### What is being asked
Starting with the line that has "pinky tip: (683, 281)" in the records below and stopping after the line that has "middle tip: (142, 68)", output every line exactly and nothing else; skip pictures.

### Listed entries
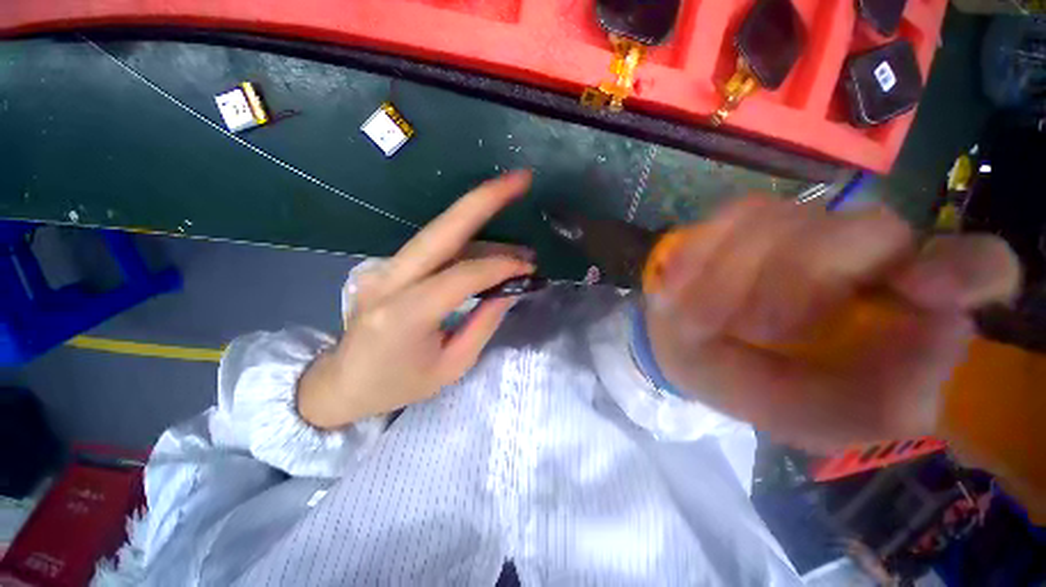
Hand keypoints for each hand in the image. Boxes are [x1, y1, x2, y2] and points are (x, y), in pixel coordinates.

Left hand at [297, 172, 534, 429]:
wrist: (342, 383)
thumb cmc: (398, 385)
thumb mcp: (452, 366)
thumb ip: (484, 323)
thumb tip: (510, 288)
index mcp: (405, 315)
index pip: (464, 275)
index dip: (501, 266)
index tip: (529, 268)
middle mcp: (389, 280)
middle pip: (442, 228)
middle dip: (484, 199)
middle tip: (520, 179)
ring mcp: (383, 268)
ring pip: (439, 232)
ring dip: (480, 222)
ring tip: (514, 230)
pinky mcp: (386, 266)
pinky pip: (433, 246)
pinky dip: (465, 240)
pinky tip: (489, 245)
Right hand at [645, 196, 1019, 450]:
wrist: (684, 352)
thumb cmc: (750, 386)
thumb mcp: (813, 419)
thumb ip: (882, 404)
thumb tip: (947, 331)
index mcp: (896, 313)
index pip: (978, 267)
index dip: (964, 267)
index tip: (916, 289)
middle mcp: (864, 259)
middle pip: (871, 229)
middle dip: (802, 280)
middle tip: (755, 328)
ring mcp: (803, 227)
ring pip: (794, 219)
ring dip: (741, 273)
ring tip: (703, 313)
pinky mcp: (746, 217)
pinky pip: (737, 215)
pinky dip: (707, 250)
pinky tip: (683, 281)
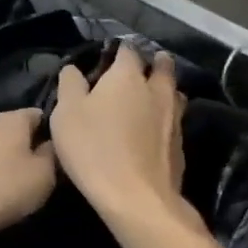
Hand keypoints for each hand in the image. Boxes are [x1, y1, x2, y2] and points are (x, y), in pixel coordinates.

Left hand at [0, 108, 56, 247]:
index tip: (55, 149)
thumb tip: (49, 144)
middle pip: (10, 129)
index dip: (48, 129)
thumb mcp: (44, 176)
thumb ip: (51, 155)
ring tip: (7, 182)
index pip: (36, 114)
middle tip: (33, 168)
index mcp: (10, 121)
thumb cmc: (5, 189)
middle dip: (22, 144)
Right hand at [49, 47, 191, 227]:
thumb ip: (70, 85)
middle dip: (154, 63)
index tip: (109, 57)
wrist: (137, 197)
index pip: (127, 50)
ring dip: (165, 90)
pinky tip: (155, 130)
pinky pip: (175, 121)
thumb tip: (74, 68)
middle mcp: (157, 90)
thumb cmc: (94, 148)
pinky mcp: (181, 145)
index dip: (118, 50)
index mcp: (128, 76)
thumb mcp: (66, 113)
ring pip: (174, 93)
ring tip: (151, 96)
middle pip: (162, 67)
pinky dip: (166, 119)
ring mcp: (174, 118)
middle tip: (142, 68)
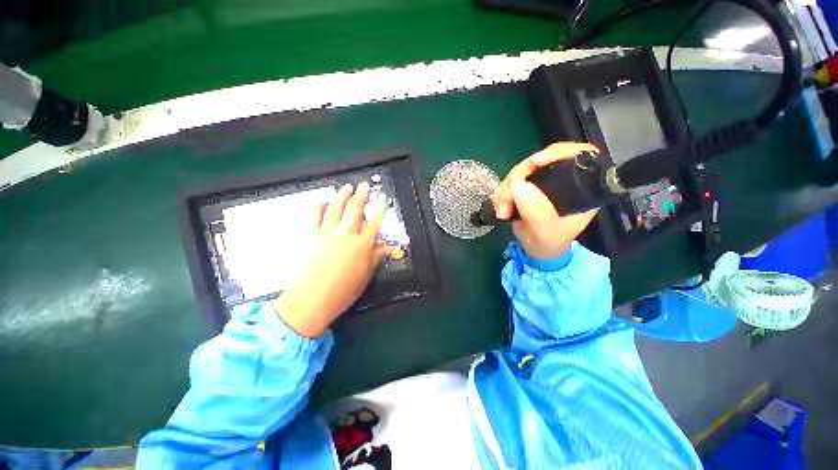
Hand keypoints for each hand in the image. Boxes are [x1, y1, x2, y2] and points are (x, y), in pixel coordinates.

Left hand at [274, 182, 391, 337]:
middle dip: (361, 195)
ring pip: (335, 208)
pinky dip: (316, 207)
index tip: (381, 198)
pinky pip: (313, 216)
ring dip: (341, 196)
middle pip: (355, 210)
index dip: (379, 208)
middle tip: (364, 185)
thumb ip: (376, 258)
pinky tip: (320, 202)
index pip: (374, 222)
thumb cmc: (343, 291)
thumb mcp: (365, 275)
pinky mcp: (309, 235)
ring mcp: (326, 233)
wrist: (311, 300)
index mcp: (362, 245)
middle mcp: (345, 235)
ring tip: (346, 187)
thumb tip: (388, 247)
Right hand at [493, 142, 599, 260]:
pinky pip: (511, 180)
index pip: (578, 155)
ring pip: (522, 170)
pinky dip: (502, 192)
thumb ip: (536, 212)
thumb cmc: (549, 243)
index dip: (557, 153)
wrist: (536, 249)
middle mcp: (564, 179)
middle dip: (518, 177)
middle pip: (542, 160)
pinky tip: (500, 206)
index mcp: (582, 187)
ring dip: (506, 189)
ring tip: (502, 211)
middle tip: (505, 201)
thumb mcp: (545, 232)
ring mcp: (544, 181)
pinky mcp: (528, 185)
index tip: (534, 163)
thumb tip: (518, 184)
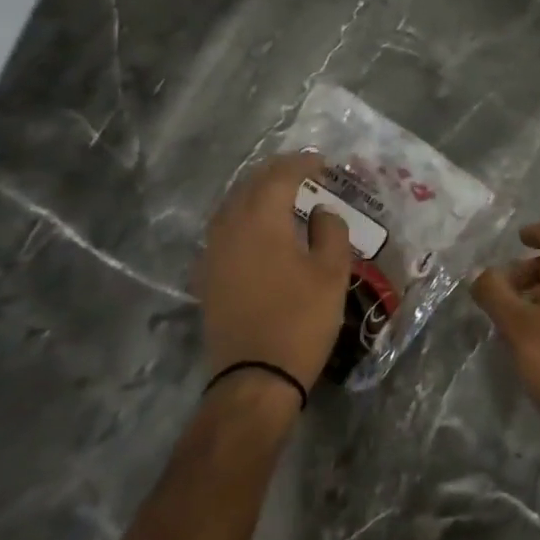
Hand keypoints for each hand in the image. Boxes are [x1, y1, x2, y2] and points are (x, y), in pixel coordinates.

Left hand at [198, 152, 352, 393]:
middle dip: (277, 172)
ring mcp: (213, 253)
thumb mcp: (331, 273)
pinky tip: (257, 228)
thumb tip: (321, 211)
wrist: (255, 378)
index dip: (302, 163)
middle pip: (250, 185)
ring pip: (232, 205)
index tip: (322, 162)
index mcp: (261, 220)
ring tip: (281, 193)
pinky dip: (243, 217)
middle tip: (303, 169)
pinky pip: (223, 229)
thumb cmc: (300, 320)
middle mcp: (230, 227)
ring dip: (256, 192)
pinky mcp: (207, 276)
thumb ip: (330, 231)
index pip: (279, 176)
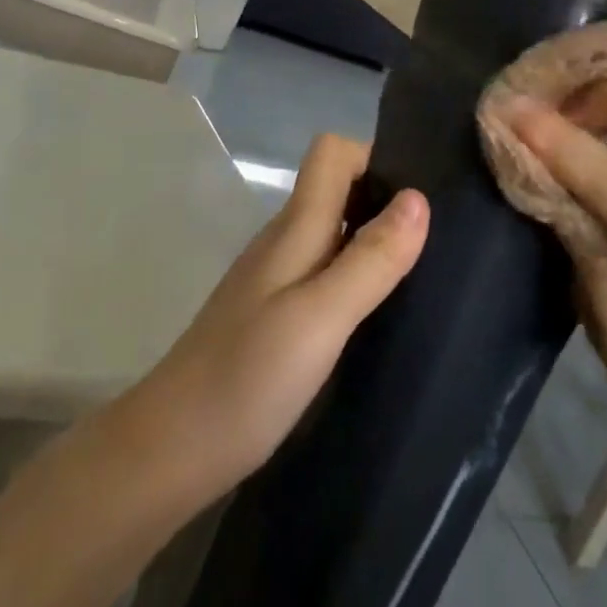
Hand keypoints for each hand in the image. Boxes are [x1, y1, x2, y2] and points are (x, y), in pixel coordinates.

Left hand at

### Response for this exercise
pinky tip: (683, 281)
Hand keypoints for each hand in the image. Boxes are [x1, y1, x2, y2] and points are (x, y), in pixel coordinates.

Left hand at [0, 108, 56, 247]:
index tip: (55, 149)
thumb tip: (49, 144)
middle pip: (10, 129)
index dip: (48, 129)
thumb mcp: (44, 176)
thumb ip: (51, 155)
ring tip: (7, 182)
index pip: (36, 114)
middle tip: (33, 168)
index mcp: (10, 121)
thumb cmc: (5, 189)
middle dip: (22, 144)
Right hand at [49, 47, 191, 227]:
thumb ip: (70, 85)
middle dip: (154, 63)
index tip: (109, 57)
wrist: (137, 197)
index pip: (127, 50)
ring dip: (165, 90)
pinky tip: (155, 130)
pinky pip: (175, 121)
thumb tip: (74, 68)
middle mcp: (157, 90)
thumb cmc: (94, 148)
pinky mcp: (181, 145)
index dip: (118, 50)
index mcp: (128, 76)
thumb mcp: (66, 113)
ring pip: (174, 93)
ring tip: (151, 96)
middle pip: (162, 67)
pinky dip: (166, 119)
ring mcp: (174, 118)
middle tip: (142, 68)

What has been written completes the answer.